▶ [Try it]: Check each line of the records below and collect those holding "Right".

▶ [Dataset records]:
---+---

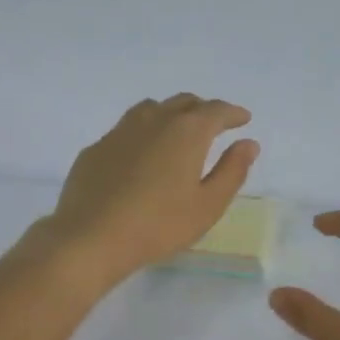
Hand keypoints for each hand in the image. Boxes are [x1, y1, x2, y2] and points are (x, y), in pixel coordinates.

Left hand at [34, 94, 258, 288]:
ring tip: (178, 132)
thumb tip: (248, 144)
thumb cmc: (159, 225)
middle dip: (204, 110)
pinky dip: (144, 133)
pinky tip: (142, 154)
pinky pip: (127, 129)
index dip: (233, 113)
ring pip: (152, 109)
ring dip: (171, 114)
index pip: (216, 111)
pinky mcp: (97, 148)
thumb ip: (232, 171)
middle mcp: (154, 120)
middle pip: (184, 103)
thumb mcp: (208, 205)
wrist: (92, 237)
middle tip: (215, 125)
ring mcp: (120, 131)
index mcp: (187, 132)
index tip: (243, 119)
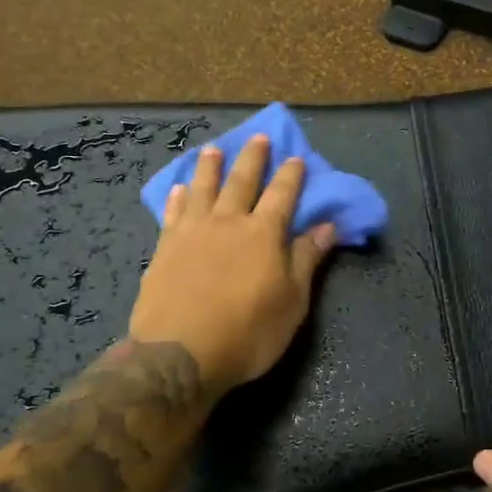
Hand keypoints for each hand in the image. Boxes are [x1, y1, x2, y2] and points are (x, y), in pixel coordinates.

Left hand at [129, 135, 337, 394]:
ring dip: (210, 167)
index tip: (295, 157)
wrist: (181, 354)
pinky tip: (179, 188)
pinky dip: (178, 197)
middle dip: (253, 158)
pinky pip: (173, 212)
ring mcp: (192, 232)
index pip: (282, 195)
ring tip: (213, 149)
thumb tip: (327, 227)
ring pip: (203, 188)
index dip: (291, 175)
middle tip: (257, 137)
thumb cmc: (248, 333)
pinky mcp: (165, 248)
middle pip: (242, 181)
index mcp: (264, 234)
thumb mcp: (292, 303)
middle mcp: (228, 222)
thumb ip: (307, 260)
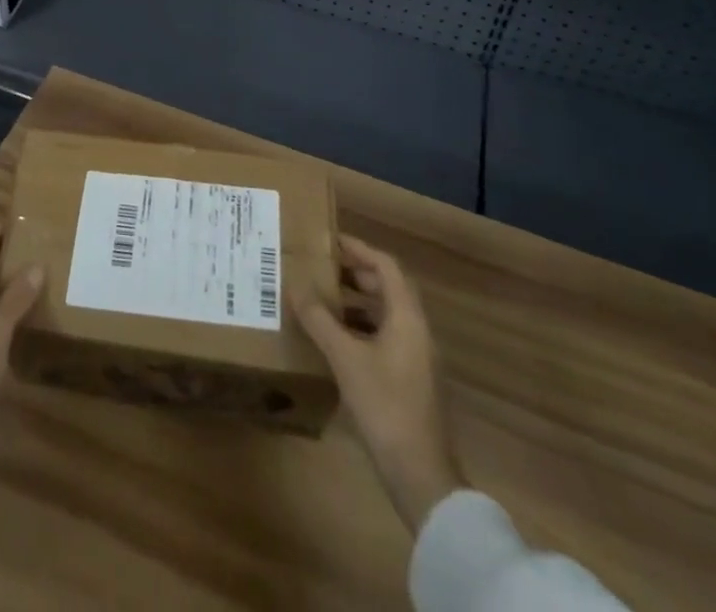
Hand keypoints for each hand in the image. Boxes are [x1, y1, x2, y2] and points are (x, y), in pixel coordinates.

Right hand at [292, 233, 458, 530]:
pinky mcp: (410, 380)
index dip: (359, 249)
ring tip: (321, 297)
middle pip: (387, 288)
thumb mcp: (346, 359)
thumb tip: (293, 284)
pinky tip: (334, 339)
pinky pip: (384, 337)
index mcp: (408, 318)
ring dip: (356, 301)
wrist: (421, 477)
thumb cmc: (386, 407)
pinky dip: (360, 328)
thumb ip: (319, 319)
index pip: (386, 266)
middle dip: (355, 273)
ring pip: (385, 314)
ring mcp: (416, 358)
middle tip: (320, 266)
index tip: (329, 239)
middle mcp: (417, 331)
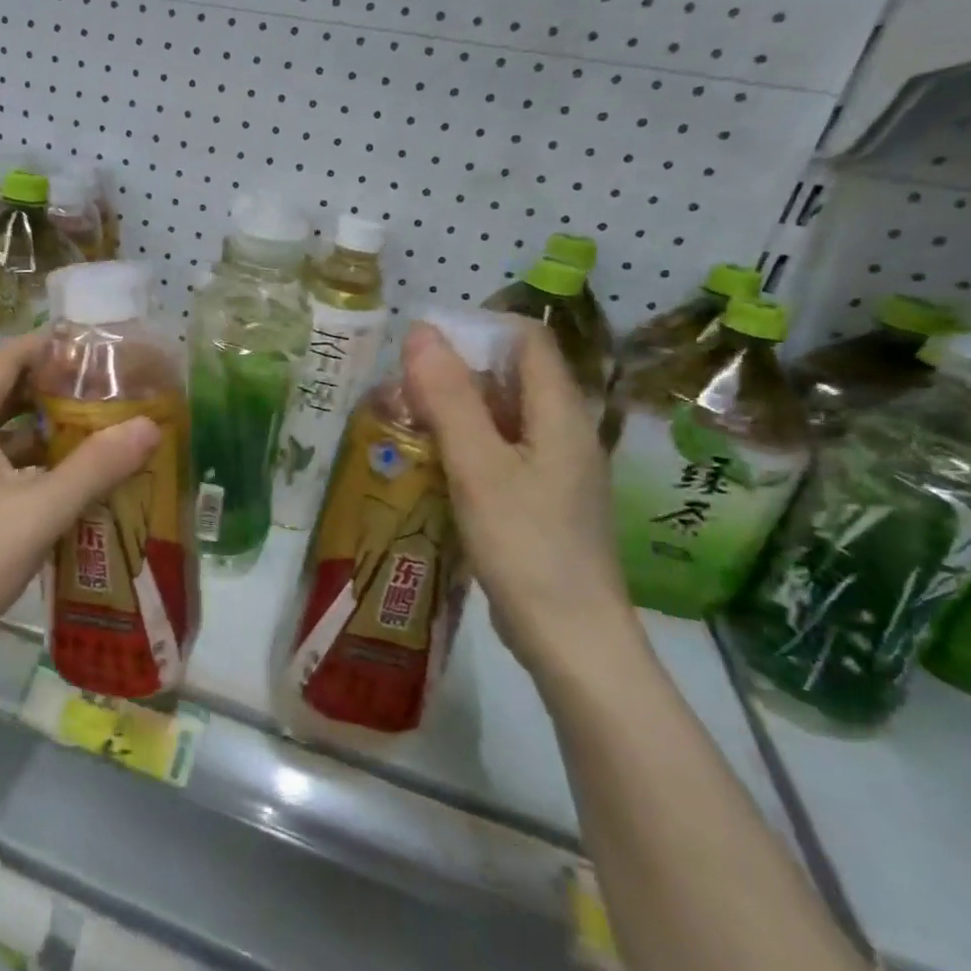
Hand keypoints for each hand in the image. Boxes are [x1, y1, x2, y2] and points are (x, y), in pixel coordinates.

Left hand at [0, 333, 160, 676]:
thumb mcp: (39, 514)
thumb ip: (95, 468)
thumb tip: (149, 426)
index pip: (5, 360)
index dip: (46, 346)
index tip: (91, 345)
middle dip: (50, 389)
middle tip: (102, 391)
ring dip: (37, 429)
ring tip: (88, 431)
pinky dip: (19, 461)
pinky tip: (54, 482)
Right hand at [401, 319, 639, 680]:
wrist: (570, 639)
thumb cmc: (526, 545)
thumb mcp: (478, 465)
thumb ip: (449, 397)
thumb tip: (421, 331)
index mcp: (560, 413)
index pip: (526, 340)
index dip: (477, 331)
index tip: (423, 349)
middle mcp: (563, 433)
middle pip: (510, 379)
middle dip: (454, 375)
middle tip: (400, 393)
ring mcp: (554, 470)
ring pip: (500, 419)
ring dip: (453, 413)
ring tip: (404, 426)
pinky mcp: (539, 502)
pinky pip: (499, 455)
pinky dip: (463, 449)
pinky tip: (429, 468)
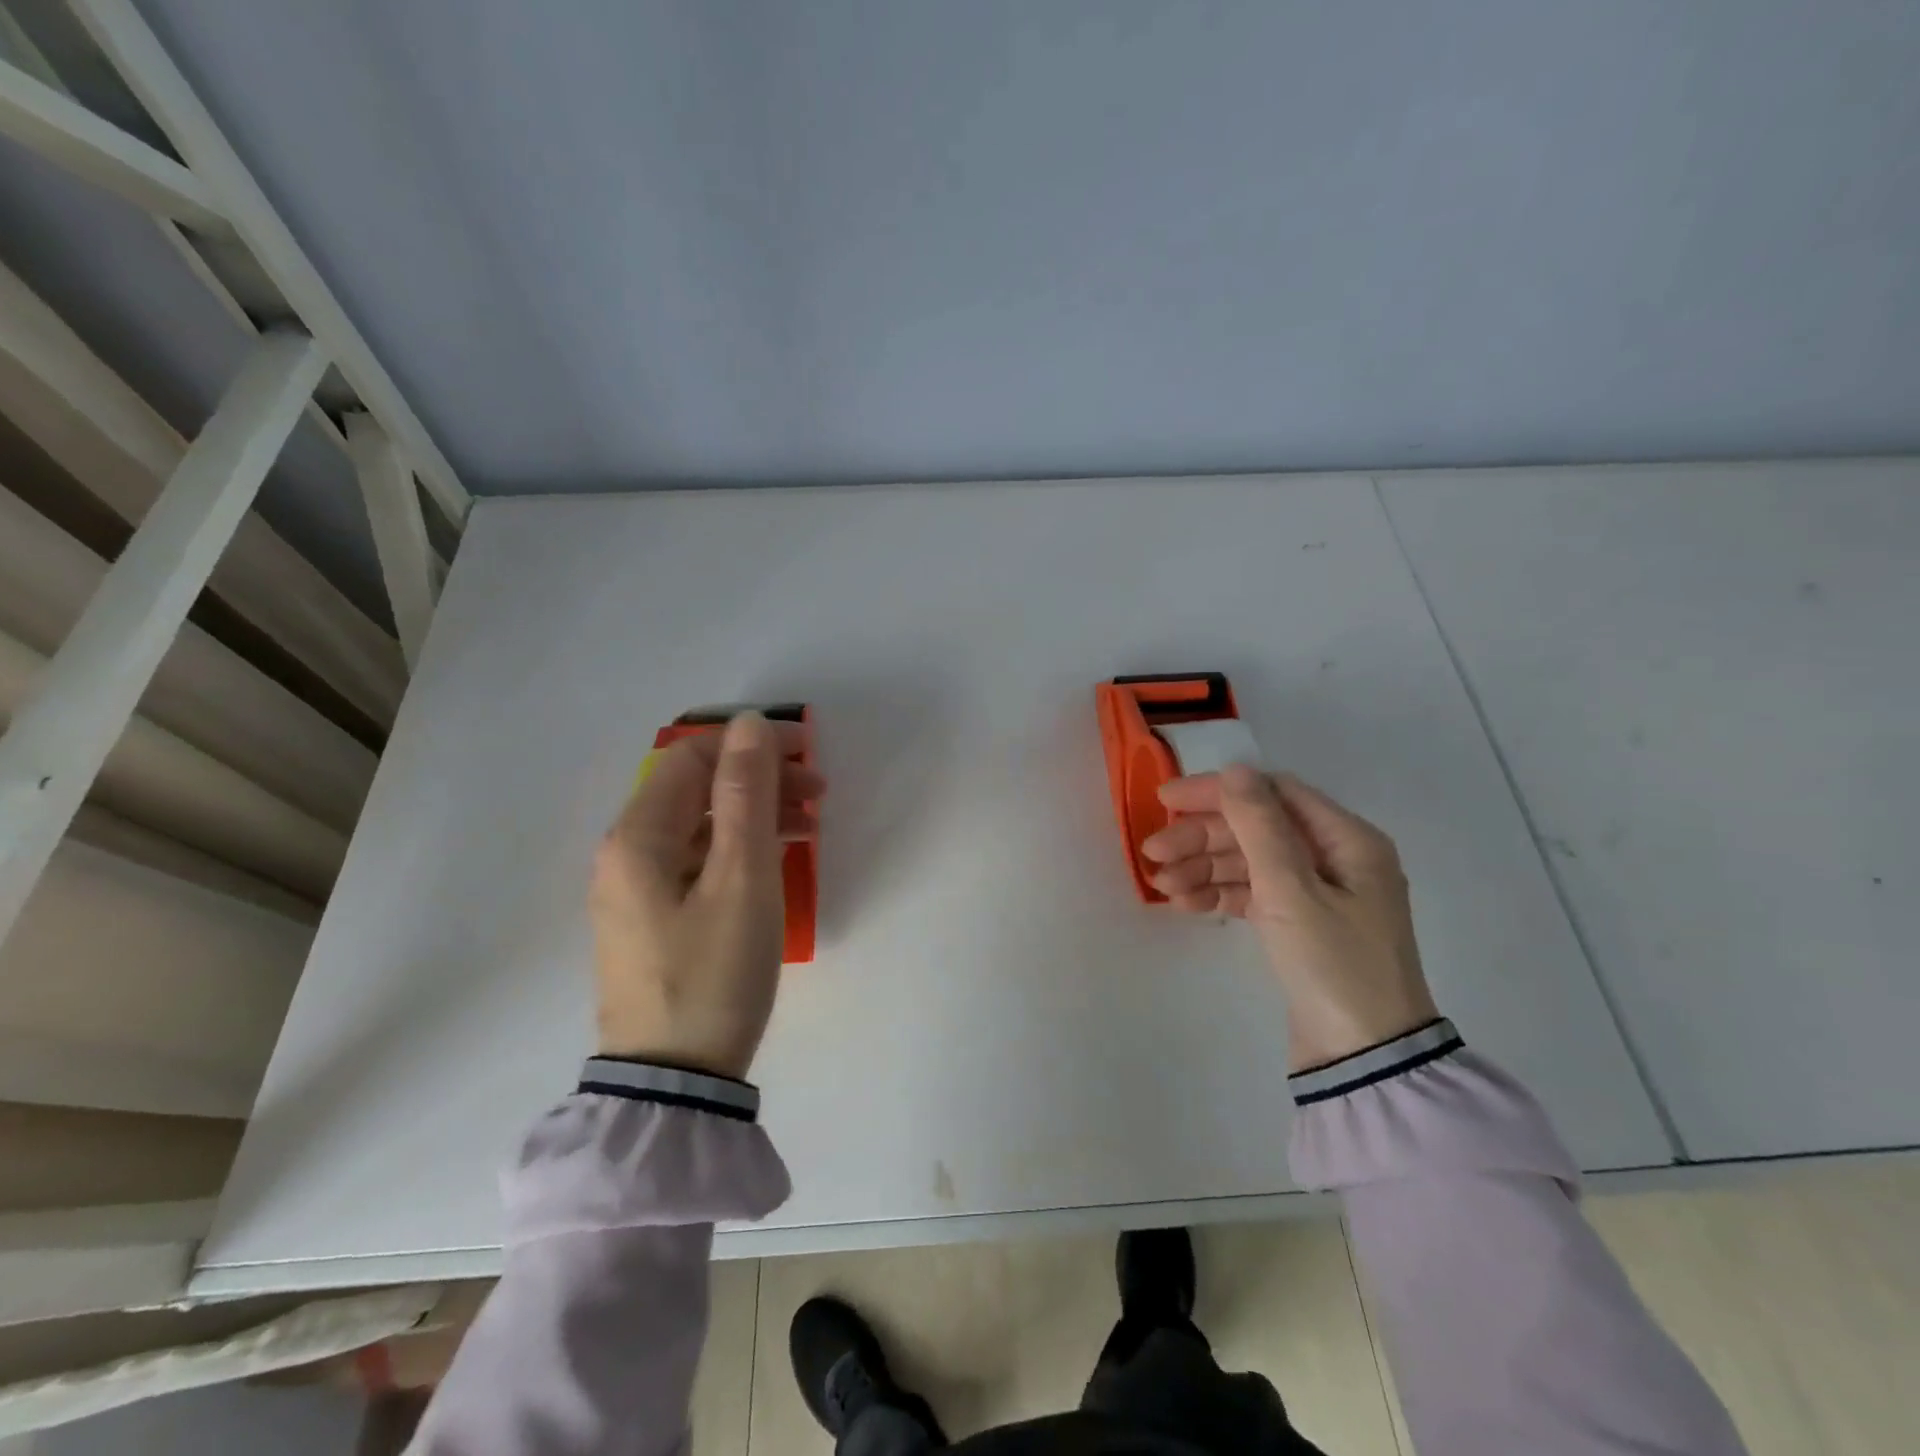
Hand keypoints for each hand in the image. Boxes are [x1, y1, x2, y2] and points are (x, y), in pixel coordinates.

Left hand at [589, 711, 823, 1078]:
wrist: (675, 1083)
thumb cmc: (714, 973)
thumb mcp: (742, 878)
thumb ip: (746, 795)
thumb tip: (749, 725)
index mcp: (638, 837)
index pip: (691, 756)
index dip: (750, 744)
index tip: (807, 752)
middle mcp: (626, 854)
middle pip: (695, 789)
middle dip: (759, 778)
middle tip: (818, 792)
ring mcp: (636, 890)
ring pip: (700, 825)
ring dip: (754, 812)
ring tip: (809, 826)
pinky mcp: (652, 920)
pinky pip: (698, 860)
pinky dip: (738, 847)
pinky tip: (775, 860)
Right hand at [1142, 766, 1438, 1071]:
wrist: (1366, 1060)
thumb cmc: (1334, 965)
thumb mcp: (1293, 891)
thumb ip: (1260, 826)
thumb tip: (1234, 769)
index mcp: (1348, 840)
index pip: (1274, 794)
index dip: (1218, 792)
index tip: (1166, 800)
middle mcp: (1335, 859)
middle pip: (1256, 829)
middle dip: (1202, 837)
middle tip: (1153, 853)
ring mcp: (1317, 894)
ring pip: (1249, 863)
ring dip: (1204, 867)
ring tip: (1161, 886)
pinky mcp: (1299, 926)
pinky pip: (1253, 895)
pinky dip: (1219, 894)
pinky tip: (1184, 903)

---+---

▶ [Problem solution]:
Right hand at [292, 233, 458, 530]:
Right hand at [401, 319, 639, 680]:
Right hand at [1142, 766, 1438, 1071]:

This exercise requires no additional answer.